When healthcare systems deny access to treatments that effectively restore health for individuals based on population-level financial calculations, they create disorder that manifests as increased disease burden, preventable complications, and shortened lifespans. All people deserve to have their lives valued, and nobody should be considered too expensive to get the care they need. 

Who Should Make Medical Decisions? 

Decisions about health should be made by doctors and their patients—not bureaucrats with no experience with the disease in question. When we talk about the value of a treatment, we should be talking about value to the patient or person with a disability who relies on it to live their daily life. 

In Germany, treatments clearly valuable to targeted patient populations have been deemed by their health technology assessment institute to have "no added benefit." German clinicians subscribe to budget limits that force them to prescribe care based on cost, not clinical benefit. If these decisions about value are imported into the U.S. through PDABs, patients and people with disabilities will face formularies that assume treatments are interchangeable. This means more utilization management, giving insurers more power to override physicians' clinical judgment, as seen in countries like Germany where government dictates care. 

Healthcare interventions should work to restore health and promote wellness. When policies prioritize non-clinical considerations over patient wellbeing, they disrupt the care necessary for optimal health outcomes. 

The Hidden Costs PDABs Ignore 

Traditionally, cost-effectiveness analyses don't include important elements like lost productivity or caregiver burden. Over half of all working-age adults in the U.S. have at least one chronic condition. These patients and people with disabilities are two to six times more likely to miss work or be less productive at work. Caregivers too often miss work themselves without access to the care and accommodations that keep their loved ones as healthy and independent as possible. The majority of American caregivers—62 percent—are workers between the ages of 40 and 59. 

Instead of putting up barriers to care, we should focus on increasing access to treatments necessary to prevent and manage chronic disease and improve quality of life for people with disabilities. By failing to account for the burdens and costs imposed on patients, families, and society when health is not properly maintained, these narrow approaches create inefficiencies that ripple throughout social systems. Patients ultimately expend significantly more energy managing payers and interacting with the healthcare system when decisions are driven more by cost than by delivering timely, effective care. 

A Call for Oversight and Accountability
 

PDABs are contrary to bipartisan laws and regulations that exist to protect people with disabilities and older adults from being devalued in our healthcare system. They focus on reducing costs for state budgets by relying on value measures that negatively impact formulary placement and therefore increase out-of-pocket costs—in direct contrast to goals of affordability and accessibility. By relying on evidence of cost-effectiveness rather than clinical effectiveness studies that tell us what works for whom and when, we are putting a dollar value on a person's life. 

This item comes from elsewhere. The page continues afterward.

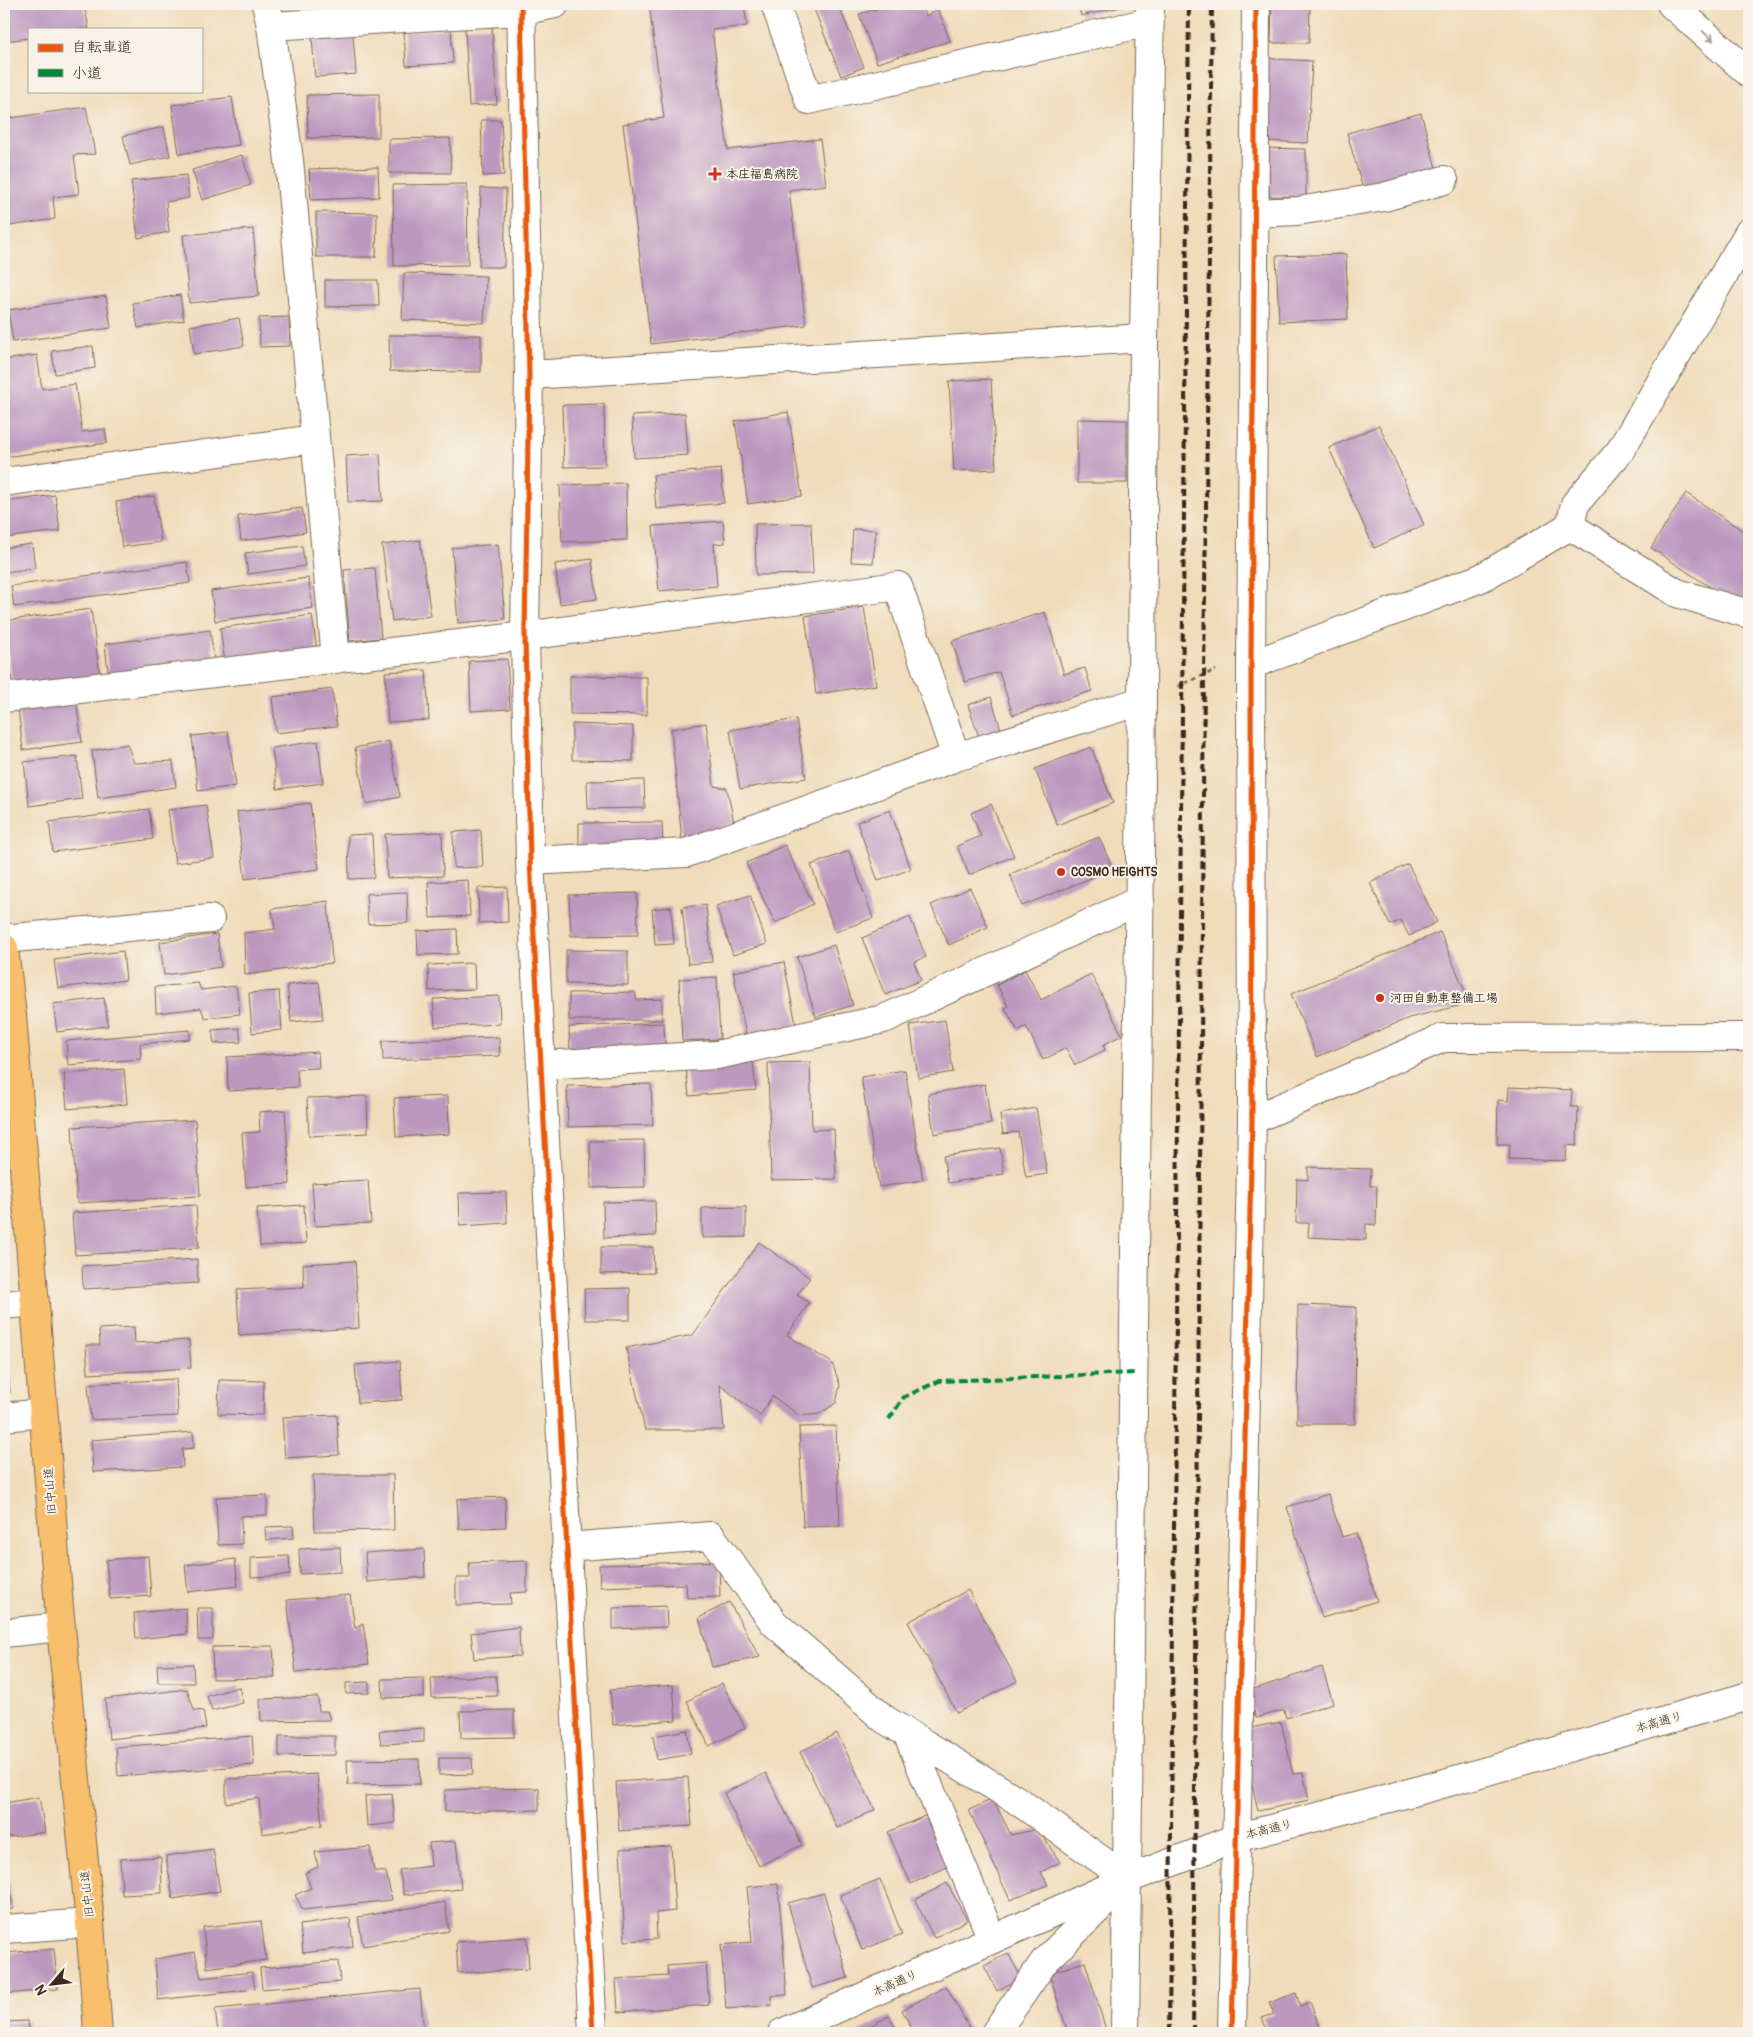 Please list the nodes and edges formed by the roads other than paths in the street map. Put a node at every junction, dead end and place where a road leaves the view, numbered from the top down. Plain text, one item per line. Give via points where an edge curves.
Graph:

The disability community has fought for over 50 years for protections that states are now gaming to find loopholes, leading to outcomes that defy logic and reality. 

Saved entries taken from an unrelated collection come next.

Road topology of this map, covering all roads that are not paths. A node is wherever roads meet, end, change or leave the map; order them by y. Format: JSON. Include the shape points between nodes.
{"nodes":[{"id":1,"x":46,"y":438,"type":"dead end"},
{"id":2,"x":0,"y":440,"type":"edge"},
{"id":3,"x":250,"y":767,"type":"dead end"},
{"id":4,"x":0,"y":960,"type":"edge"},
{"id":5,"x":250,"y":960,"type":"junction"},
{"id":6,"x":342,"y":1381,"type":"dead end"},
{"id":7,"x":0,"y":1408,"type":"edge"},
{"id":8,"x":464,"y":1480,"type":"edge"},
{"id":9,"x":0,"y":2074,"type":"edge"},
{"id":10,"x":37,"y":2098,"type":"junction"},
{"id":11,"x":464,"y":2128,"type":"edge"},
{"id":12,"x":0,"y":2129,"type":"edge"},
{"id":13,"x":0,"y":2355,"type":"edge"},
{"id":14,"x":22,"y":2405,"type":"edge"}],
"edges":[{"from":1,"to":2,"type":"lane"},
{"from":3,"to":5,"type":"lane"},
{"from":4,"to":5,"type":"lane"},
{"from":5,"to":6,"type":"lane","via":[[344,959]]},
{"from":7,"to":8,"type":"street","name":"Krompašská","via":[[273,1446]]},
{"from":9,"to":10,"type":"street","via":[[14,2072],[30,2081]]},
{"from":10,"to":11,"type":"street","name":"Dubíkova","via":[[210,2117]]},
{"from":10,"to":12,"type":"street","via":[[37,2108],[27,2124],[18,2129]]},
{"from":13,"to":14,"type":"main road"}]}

Healthcare policies should align with what we know gives us the intended outcome of improved health and wellness. When healthcare financing mechanisms operate in opposition to patient needs, they create disparities, excess morbidity and mortality, and shortened lives—particularly among vulnerable populations. By reorienting our healthcare system around what actually works for patients, we can develop policies that truly conserve human life while reducing unnecessary hardship and ensuring equitable access to effective treatments. 

I recommend that the administration and Congress provide more oversight of states using PDABs to circumvent the laws and regulations that protect us from being deemed unworthy of care and treatment. We must ensure that patient health—not budget considerations—drives our healthcare system.